Weasel Walter (born Christopher Todd Walter, May 18, 1972) is an American composer, improviser, multi-instrumentalist, producer, and founder of ugEXPLODE Records. Walter's work has been informed by techniques and traditions of music including Avant-garde, experimental, no wave, free jazz, extreme metal, punk jazz, hardcore punk, noise, new music and 
free improvisation. He coined the term "brutal prog" to describe the aggressively dissonant strain of prog played by groups like his band The Flying Luttenbachers.

Known as an unrelenting and abrasive provocateur whose performances trend toward overblown antics and "nihilistic glee", Walter has been described by renowned guitarist Mary Halvorson as "completely manic and extraordinarily sensitive" and by The Chicago Reader as "a splinter lodged beneath the fingernail". Avant-garde artist Glenn Branca once called him "one of the greatest rock composers who ever lived".
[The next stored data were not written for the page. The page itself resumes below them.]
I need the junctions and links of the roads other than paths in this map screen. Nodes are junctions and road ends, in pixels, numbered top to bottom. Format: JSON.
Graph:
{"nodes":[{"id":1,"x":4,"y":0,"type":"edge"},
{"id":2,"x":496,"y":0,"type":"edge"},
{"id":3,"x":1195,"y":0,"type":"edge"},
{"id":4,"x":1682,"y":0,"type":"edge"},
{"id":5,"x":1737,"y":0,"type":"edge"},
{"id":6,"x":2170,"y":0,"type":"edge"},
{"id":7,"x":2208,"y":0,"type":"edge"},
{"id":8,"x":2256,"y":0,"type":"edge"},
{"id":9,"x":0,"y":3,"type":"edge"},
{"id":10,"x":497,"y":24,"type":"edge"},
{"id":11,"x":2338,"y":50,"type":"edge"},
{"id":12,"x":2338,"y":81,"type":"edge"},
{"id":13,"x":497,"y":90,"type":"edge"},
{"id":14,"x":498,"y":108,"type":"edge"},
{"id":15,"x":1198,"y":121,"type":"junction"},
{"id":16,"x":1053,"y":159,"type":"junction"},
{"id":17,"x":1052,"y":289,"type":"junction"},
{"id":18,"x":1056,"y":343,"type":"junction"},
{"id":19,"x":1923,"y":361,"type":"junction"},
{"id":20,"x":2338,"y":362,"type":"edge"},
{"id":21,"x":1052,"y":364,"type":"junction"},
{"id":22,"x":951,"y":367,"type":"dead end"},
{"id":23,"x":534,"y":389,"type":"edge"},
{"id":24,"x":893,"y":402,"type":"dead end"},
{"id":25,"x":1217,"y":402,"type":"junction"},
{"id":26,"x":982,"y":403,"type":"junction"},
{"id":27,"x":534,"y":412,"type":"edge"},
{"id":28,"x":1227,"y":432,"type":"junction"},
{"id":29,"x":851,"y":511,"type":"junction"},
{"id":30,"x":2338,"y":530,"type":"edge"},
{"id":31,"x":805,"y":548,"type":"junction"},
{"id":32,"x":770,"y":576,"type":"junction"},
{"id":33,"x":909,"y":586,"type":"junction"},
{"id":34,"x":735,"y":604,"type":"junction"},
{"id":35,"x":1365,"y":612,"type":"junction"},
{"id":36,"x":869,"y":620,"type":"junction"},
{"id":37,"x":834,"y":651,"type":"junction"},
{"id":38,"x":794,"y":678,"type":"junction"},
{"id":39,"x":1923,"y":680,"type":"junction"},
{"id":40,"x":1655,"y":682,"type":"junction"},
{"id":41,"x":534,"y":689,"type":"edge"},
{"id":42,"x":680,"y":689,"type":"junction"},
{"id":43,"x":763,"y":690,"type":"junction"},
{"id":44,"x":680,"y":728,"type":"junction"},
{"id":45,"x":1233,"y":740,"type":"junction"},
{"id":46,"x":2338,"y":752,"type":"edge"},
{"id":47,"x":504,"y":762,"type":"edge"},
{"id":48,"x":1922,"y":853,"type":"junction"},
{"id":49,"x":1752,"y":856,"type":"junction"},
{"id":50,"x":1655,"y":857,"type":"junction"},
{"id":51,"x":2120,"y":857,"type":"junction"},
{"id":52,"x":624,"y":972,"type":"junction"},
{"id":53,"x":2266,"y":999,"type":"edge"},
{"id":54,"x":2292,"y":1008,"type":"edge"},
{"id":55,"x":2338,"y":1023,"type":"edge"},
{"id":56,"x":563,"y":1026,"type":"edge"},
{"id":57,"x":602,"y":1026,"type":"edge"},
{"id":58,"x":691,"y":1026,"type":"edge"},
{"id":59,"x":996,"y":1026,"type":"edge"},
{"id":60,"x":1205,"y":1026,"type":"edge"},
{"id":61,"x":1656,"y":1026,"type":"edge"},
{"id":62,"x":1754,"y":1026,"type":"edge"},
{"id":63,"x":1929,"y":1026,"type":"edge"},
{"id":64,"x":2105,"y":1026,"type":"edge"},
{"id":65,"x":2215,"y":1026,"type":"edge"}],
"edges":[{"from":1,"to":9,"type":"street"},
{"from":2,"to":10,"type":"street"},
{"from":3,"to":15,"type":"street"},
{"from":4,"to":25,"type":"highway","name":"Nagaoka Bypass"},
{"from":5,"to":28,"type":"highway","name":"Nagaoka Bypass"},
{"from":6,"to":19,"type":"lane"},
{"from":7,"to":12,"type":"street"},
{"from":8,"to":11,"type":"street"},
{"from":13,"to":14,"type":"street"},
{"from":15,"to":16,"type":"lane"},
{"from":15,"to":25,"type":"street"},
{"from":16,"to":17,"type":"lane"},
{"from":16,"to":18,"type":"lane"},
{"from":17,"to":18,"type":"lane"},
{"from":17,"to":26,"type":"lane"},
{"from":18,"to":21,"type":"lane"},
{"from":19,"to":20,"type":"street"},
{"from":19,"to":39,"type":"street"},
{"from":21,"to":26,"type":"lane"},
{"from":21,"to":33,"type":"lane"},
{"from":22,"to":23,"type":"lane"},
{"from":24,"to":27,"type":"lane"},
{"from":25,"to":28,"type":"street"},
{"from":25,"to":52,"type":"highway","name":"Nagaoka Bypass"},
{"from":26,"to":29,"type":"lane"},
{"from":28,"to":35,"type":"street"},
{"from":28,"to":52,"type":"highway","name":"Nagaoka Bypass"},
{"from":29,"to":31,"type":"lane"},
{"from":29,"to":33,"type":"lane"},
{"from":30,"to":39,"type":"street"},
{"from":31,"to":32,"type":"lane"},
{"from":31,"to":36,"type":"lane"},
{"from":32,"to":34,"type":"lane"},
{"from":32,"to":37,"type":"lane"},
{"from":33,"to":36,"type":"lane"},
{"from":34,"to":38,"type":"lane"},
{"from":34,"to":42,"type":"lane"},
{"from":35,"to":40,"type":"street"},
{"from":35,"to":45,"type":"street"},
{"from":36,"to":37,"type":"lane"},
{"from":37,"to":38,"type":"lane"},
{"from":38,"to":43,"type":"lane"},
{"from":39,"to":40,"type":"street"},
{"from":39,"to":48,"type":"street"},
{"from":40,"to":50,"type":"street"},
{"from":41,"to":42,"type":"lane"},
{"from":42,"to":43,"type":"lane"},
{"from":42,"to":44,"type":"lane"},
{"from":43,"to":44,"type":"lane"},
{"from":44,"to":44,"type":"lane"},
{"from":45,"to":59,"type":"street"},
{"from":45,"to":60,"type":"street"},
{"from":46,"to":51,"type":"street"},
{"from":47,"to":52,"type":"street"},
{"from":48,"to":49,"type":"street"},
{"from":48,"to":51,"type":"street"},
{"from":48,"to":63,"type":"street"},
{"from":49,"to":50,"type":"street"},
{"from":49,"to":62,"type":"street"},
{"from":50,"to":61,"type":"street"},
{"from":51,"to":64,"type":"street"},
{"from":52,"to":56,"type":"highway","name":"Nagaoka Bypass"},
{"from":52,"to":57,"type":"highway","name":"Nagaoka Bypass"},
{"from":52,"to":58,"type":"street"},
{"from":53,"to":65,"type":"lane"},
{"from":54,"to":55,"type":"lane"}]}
He has performed as leader and sideperson in a number of bands, including Cellular Chaos and Lydia Lunch Retrovirus. Walter has worked with Marshall Allen, John Butcher, Tim Dahl, Peter Evans, Mary Halvorson, Henry Kaiser, Joe Morris, Jim O'Rourke, Evan Parker, Elliott Sharp, Ken Vandermark, and William Winant, as well as in bands including Sharon Cheslow, Bobby Conn, Cheer-Accident, Cock E.S.P., Curse of the Birthmark, Erase Errata, Harry Pussy, Lair of the Minotaur, Quintron, The Chicago Sound, The Scissor Girls, U.S. Maple, and XBXRX. He has produced albums by AIDS Wolf, Arab on Radar, Glenn Branca, Burmese, Lydia Lunch, Coachwhips, and Total Shutdown.

Career

In 1990, Walter moved to Chicago to work with free jazz composer Hal Russell (born Harold Luttenbacher) at Columbia College. The following year, Russell joined Walter in co-founding the band the Flying Luttenbachers; saxophonist Chad Organ played in the early trio lineup. Russell left the band in the summer of 1992, and shortly after Ken Vandermark took his place for the recording of the band's first 7".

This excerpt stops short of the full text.